History

United Kingdom
- Name: RMS St. Patrick
- Owner: St George Steam Packet Company
- Port of registry: Liverpool
- Route: Liverpool-Waterford
- Builder: Humble, Hurry & Milcrest, Liverpool, Sir John Tobin
- Launched: 1833
- Out of service: Sold to Waterford Steam Packet Company in 1836
- Fate: Struck rocks north of Hook Tower during storm 28th November 1838. 6 lost, 23 saved. Approximate position 52° 8' N, 6° 56' W.

General characteristics
- Tons burthen: 269
- Length: 149 ft (45 m)
- Beam: 29 ft (8.8 m)
- Propulsion: Paddle wheels

= RMS St. Patrick (1833) =

The third RMS St. Patrick was a steam packet ferry ordered by the St George Steam Packet Company after the loss of the second one and was registered B129 by her builders in Liverpool. Not much is known about her service life, but her sinking is a dramatic one. She was sold to Waterford Steam Packet Company in 1836.
Research is currently being done from newspaper archives to compile the full sinking article with as much accuracy as is possible.

==Loss==
The St. Patrick departed from Liverpool at 6/7 am on Tuesday, 27 November 1838 loaded with her usual load of cargo and at least 29 passengers. As she progressed on her journey, she braced the winds of a near-hurricane that had been blowing S.S.W. for about a week.

At half-past one, her entire fore-gaff was ripped away by the wind. The storm kept going through the night, and at 1 am she took on water via her hatches, settling her down a little. This was not a serious concern, however, as steamers like these often faced serious damage during rough seas.

At 4:30, the Tuskar light was spotted and estimated to be around 4 miles away. She then steered west-half-north until 8 am, when she was hauled to and headed westward. Around that time, a brig, which was suffering the storm just as much as her, passed, but the St. Patrick was unable to help. She then lay to until 12:30, still battling the heavy gale and thick rain.

Afterwards, she bore away for the final stretch to Waterford harbour. The carpenter was working hard on securing the crank hatches as the ship further struggled with the storm and took on considerable water. At 2:30pm, the foresail was destroyed by a large wave, while there was still no land in sight, and the ship hauled to under the mainsail on starboard. The sea was measured to be 15 fathom deep at this time.

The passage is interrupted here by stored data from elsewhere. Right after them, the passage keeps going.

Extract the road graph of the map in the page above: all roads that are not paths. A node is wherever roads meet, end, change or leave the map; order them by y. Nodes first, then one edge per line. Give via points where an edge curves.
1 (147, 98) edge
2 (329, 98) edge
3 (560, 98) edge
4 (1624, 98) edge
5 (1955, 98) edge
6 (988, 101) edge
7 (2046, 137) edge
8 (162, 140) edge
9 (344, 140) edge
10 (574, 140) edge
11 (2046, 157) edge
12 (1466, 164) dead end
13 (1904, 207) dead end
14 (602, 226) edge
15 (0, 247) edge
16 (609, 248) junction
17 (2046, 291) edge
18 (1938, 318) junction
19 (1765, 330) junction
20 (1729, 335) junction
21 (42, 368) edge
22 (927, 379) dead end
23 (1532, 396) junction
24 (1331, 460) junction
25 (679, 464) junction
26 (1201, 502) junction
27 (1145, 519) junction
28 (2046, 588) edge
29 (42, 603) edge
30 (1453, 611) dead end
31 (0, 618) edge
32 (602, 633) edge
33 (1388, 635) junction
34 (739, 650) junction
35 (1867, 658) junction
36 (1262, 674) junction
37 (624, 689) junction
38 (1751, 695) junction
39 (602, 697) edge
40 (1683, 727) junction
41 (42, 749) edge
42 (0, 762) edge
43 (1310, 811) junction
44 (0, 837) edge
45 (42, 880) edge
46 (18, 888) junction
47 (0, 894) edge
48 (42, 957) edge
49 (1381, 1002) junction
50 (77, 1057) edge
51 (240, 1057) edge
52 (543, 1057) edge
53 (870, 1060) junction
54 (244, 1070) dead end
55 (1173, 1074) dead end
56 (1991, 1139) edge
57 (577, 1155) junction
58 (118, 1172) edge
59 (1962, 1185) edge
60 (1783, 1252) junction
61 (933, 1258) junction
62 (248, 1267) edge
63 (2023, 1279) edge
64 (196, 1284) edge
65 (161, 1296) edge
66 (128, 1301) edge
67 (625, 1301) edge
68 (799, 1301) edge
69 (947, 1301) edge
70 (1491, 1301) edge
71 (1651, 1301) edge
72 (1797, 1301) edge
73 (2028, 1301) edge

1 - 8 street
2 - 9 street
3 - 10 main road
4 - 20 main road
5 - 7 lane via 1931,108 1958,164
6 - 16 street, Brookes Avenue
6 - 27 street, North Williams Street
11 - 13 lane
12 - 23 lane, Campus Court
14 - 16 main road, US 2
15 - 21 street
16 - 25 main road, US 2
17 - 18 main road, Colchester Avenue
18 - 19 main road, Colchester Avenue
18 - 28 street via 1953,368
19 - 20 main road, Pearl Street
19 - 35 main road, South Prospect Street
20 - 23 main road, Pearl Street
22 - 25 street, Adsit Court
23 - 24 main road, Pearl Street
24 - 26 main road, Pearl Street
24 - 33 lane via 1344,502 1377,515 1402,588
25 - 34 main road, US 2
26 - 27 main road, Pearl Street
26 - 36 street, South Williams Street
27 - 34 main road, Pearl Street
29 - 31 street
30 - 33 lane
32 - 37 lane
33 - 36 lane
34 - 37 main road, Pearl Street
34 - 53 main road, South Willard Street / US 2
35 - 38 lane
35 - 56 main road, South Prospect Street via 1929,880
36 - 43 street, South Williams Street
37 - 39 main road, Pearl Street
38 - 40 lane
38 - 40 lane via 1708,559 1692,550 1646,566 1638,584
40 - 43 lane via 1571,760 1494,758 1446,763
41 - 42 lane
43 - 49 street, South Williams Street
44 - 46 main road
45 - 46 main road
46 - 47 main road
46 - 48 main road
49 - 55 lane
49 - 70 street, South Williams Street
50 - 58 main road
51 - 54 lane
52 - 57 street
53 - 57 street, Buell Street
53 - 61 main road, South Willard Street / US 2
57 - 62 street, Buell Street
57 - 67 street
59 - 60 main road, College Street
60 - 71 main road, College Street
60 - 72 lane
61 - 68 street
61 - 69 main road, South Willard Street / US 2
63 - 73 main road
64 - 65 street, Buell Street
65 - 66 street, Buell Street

At 3pm, a heavy wave struck behind the starboard paddle box, taking out the starboard lifeboat, part of her bulwarks, her binnacle, some of her railing, and the main hatches were caved in. 5 seamen were injured and the carpenter was then put to work securing the destroyed hatches with tarps.

At 3:20, another squall took the galley and main winch and poured down the broken hatches, which caused her to settle down by the stern. The clouds began to part at 4:10pm, and the crew spotted Hook Light 4 miles away at N.N.W., to which they took the mainsail in and bore away. Soon afterwards, the aftcastle was washed over, taking out the helm, skylights, companionway, first mate John Tucket and seaman Rowley Tone; the relieving tackles were immediately hooked on in a desperate attempt to keep control, which proved effective as the vessel answered very well. At 5pm, the hook of the portside tackle broke and second mate William Trace/Trail was carried away. Now completely out of control, she was carried into the rocks of Hook Point, near the small village of Churchtown, which she struck at 5:10 pm.

The main gangway was broken in and the hull began to rapidly flood, and the passengers and crew were assembled on the forecastle, where they were able to drop onto the rock from the bowsprit. One of the passengers, Mr. Fitzgerald, got off safely, but climbed back aboard to look for his missing wife. He found her successfully, but just then the ship broke in two abaft of the paddles, and they were both drowned. The couple were born in the nearby town Tipperary, but had been living in America for the past 3 years, and had presumably taken a ship across the Atlantic to Liverpool, where they boarded the St. Patrick in hopes to return home; alas they met their fate together.

Captain Schutz notably broke his arm during his escape. When the tide went out, the survivors were able to be rescued by the locals of Churchtown, in particular a Mr. King and another known only as "Power", gave up their beds and food for the survivors. In the words of the Waterford Mirror, 1st Dec 1838, We have to mention the kind, hospitable treatment received from the poor inhabitants of the place, especially one of the name of Power, who gave up their beds for our use, and their scanty supply of provisions, Capt. Dickens of the Fort of Duncannon, the Rev Mr. Lowe, Chaplain of the Fort, and the Rev Charles William Doyne, of Feathard, were most attentive to the Captain and shipwrecked seamen, supplying them with money and necessaries of life, for which they desire to record their lively and grateful remembrance.

Her wreck continued to be destroyed to the point that "not a plank remained". The loss was estimated at £24,000.